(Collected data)
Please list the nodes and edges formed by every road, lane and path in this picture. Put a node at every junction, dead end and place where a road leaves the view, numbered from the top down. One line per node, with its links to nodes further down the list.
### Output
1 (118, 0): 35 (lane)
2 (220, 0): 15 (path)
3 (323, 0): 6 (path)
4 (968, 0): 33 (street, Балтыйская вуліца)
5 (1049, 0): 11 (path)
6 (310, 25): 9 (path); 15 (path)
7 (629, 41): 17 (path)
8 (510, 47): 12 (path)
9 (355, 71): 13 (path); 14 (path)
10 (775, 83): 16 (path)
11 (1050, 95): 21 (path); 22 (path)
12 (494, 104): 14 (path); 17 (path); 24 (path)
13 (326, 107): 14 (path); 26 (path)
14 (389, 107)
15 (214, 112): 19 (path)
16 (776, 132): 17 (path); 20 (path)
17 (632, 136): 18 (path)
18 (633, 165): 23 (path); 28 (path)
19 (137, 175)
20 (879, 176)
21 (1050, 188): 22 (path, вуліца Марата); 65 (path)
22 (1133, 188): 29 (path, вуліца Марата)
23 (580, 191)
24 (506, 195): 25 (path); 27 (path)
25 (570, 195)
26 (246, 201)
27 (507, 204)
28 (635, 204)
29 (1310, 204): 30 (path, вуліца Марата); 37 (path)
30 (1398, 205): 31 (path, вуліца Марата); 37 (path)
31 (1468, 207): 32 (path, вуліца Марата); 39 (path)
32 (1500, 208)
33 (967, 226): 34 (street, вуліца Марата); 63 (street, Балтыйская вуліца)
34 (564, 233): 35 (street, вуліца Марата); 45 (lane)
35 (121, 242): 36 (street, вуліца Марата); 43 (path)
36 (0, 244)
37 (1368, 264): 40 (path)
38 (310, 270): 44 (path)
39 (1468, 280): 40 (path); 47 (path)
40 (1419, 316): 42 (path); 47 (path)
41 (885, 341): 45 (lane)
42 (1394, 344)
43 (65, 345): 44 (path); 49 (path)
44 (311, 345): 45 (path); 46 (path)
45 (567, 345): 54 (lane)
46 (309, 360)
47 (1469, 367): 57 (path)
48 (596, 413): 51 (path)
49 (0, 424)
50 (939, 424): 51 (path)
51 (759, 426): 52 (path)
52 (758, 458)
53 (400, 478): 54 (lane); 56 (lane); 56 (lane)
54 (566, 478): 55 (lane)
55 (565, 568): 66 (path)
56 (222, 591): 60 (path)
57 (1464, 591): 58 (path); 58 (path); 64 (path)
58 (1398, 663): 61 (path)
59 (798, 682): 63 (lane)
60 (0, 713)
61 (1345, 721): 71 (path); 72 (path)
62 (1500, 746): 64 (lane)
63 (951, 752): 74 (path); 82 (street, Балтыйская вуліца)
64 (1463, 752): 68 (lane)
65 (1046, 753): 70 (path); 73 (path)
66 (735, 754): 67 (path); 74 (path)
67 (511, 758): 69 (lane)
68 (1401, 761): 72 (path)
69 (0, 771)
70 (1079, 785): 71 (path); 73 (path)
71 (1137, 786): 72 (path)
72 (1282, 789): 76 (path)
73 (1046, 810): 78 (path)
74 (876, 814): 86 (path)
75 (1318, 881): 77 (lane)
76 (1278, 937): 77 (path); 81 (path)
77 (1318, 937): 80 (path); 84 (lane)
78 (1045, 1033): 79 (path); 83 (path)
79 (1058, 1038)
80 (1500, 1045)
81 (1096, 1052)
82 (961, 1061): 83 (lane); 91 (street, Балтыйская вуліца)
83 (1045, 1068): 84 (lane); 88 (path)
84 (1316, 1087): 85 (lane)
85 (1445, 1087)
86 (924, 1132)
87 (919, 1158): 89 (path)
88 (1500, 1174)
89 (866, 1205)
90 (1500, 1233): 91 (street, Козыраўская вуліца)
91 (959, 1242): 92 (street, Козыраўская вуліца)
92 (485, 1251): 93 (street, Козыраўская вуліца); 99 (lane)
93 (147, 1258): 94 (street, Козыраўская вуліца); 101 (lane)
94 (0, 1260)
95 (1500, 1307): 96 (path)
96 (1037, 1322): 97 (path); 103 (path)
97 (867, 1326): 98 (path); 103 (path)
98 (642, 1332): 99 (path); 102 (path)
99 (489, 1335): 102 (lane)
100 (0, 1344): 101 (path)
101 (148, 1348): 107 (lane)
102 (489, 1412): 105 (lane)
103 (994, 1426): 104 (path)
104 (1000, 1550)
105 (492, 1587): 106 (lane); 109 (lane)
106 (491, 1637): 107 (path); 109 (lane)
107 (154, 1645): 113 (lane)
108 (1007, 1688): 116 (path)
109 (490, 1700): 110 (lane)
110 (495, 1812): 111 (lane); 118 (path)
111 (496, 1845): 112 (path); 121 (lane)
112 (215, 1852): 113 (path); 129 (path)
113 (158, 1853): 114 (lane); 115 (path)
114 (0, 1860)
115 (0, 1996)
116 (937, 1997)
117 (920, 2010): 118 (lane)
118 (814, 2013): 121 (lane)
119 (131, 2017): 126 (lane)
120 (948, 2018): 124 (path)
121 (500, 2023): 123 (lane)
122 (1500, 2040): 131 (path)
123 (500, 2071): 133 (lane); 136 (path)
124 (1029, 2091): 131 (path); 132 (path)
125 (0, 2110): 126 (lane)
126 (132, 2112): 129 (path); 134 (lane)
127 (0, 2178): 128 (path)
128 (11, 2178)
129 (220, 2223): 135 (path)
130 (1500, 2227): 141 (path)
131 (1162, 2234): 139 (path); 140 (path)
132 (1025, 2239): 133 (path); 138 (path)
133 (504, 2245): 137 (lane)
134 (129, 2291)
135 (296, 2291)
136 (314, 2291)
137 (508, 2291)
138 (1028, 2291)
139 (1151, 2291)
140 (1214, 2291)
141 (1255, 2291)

* **WHAT YOU ARE ASKED TO DO**: The data is to be given again in full, with every line exact.

* **OUTPUT OF THE EXERCISE**:
Please list the nodes and edges formed by every road, lane and path in this picture. Put a node at every junction, dead end and place where a road leaves the view, numbered from the top down. One line per node, with its links to nodes further down the list.
### Output
1 (118, 0): 35 (lane)
2 (220, 0): 15 (path)
3 (323, 0): 6 (path)
4 (968, 0): 33 (street, Балтыйская вуліца)
5 (1049, 0): 11 (path)
6 (310, 25): 9 (path); 15 (path)
7 (629, 41): 17 (path)
8 (510, 47): 12 (path)
9 (355, 71): 13 (path); 14 (path)
10 (775, 83): 16 (path)
11 (1050, 95): 21 (path); 22 (path)
12 (494, 104): 14 (path); 17 (path); 24 (path)
13 (326, 107): 14 (path); 26 (path)
14 (389, 107)
15 (214, 112): 19 (path)
16 (776, 132): 17 (path); 20 (path)
17 (632, 136): 18 (path)
18 (633, 165): 23 (path); 28 (path)
19 (137, 175)
20 (879, 176)
21 (1050, 188): 22 (path, вуліца Марата); 65 (path)
22 (1133, 188): 29 (path, вуліца Марата)
23 (580, 191)
24 (506, 195): 25 (path); 27 (path)
25 (570, 195)
26 (246, 201)
27 (507, 204)
28 (635, 204)
29 (1310, 204): 30 (path, вуліца Марата); 37 (path)
30 (1398, 205): 31 (path, вуліца Марата); 37 (path)
31 (1468, 207): 32 (path, вуліца Марата); 39 (path)
32 (1500, 208)
33 (967, 226): 34 (street, вуліца Марата); 63 (street, Балтыйская вуліца)
34 (564, 233): 35 (street, вуліца Марата); 45 (lane)
35 (121, 242): 36 (street, вуліца Марата); 43 (path)
36 (0, 244)
37 (1368, 264): 40 (path)
38 (310, 270): 44 (path)
39 (1468, 280): 40 (path); 47 (path)
40 (1419, 316): 42 (path); 47 (path)
41 (885, 341): 45 (lane)
42 (1394, 344)
43 (65, 345): 44 (path); 49 (path)
44 (311, 345): 45 (path); 46 (path)
45 (567, 345): 54 (lane)
46 (309, 360)
47 (1469, 367): 57 (path)
48 (596, 413): 51 (path)
49 (0, 424)
50 (939, 424): 51 (path)
51 (759, 426): 52 (path)
52 (758, 458)
53 (400, 478): 54 (lane); 56 (lane); 56 (lane)
54 (566, 478): 55 (lane)
55 (565, 568): 66 (path)
56 (222, 591): 60 (path)
57 (1464, 591): 58 (path); 58 (path); 64 (path)
58 (1398, 663): 61 (path)
59 (798, 682): 63 (lane)
60 (0, 713)
61 (1345, 721): 71 (path); 72 (path)
62 (1500, 746): 64 (lane)
63 (951, 752): 74 (path); 82 (street, Балтыйская вуліца)
64 (1463, 752): 68 (lane)
65 (1046, 753): 70 (path); 73 (path)
66 (735, 754): 67 (path); 74 (path)
67 (511, 758): 69 (lane)
68 (1401, 761): 72 (path)
69 (0, 771)
70 (1079, 785): 71 (path); 73 (path)
71 (1137, 786): 72 (path)
72 (1282, 789): 76 (path)
73 (1046, 810): 78 (path)
74 (876, 814): 86 (path)
75 (1318, 881): 77 (lane)
76 (1278, 937): 77 (path); 81 (path)
77 (1318, 937): 80 (path); 84 (lane)
78 (1045, 1033): 79 (path); 83 (path)
79 (1058, 1038)
80 (1500, 1045)
81 (1096, 1052)
82 (961, 1061): 83 (lane); 91 (street, Балтыйская вуліца)
83 (1045, 1068): 84 (lane); 88 (path)
84 (1316, 1087): 85 (lane)
85 (1445, 1087)
86 (924, 1132)
87 (919, 1158): 89 (path)
88 (1500, 1174)
89 (866, 1205)
90 (1500, 1233): 91 (street, Козыраўская вуліца)
91 (959, 1242): 92 (street, Козыраўская вуліца)
92 (485, 1251): 93 (street, Козыраўская вуліца); 99 (lane)
93 (147, 1258): 94 (street, Козыраўская вуліца); 101 (lane)
94 (0, 1260)
95 (1500, 1307): 96 (path)
96 (1037, 1322): 97 (path); 103 (path)
97 (867, 1326): 98 (path); 103 (path)
98 (642, 1332): 99 (path); 102 (path)
99 (489, 1335): 102 (lane)
100 (0, 1344): 101 (path)
101 (148, 1348): 107 (lane)
102 (489, 1412): 105 (lane)
103 (994, 1426): 104 (path)
104 (1000, 1550)
105 (492, 1587): 106 (lane); 109 (lane)
106 (491, 1637): 107 (path); 109 (lane)
107 (154, 1645): 113 (lane)
108 (1007, 1688): 116 (path)
109 (490, 1700): 110 (lane)
110 (495, 1812): 111 (lane); 118 (path)
111 (496, 1845): 112 (path); 121 (lane)
112 (215, 1852): 113 (path); 129 (path)
113 (158, 1853): 114 (lane); 115 (path)
114 (0, 1860)
115 (0, 1996)
116 (937, 1997)
117 (920, 2010): 118 (lane)
118 (814, 2013): 121 (lane)
119 (131, 2017): 126 (lane)
120 (948, 2018): 124 (path)
121 (500, 2023): 123 (lane)
122 (1500, 2040): 131 (path)
123 (500, 2071): 133 (lane); 136 (path)
124 (1029, 2091): 131 (path); 132 (path)
125 (0, 2110): 126 (lane)
126 (132, 2112): 129 (path); 134 (lane)
127 (0, 2178): 128 (path)
128 (11, 2178)
129 (220, 2223): 135 (path)
130 (1500, 2227): 141 (path)
131 (1162, 2234): 139 (path); 140 (path)
132 (1025, 2239): 133 (path); 138 (path)
133 (504, 2245): 137 (lane)
134 (129, 2291)
135 (296, 2291)
136 (314, 2291)
137 (508, 2291)
138 (1028, 2291)
139 (1151, 2291)
140 (1214, 2291)
141 (1255, 2291)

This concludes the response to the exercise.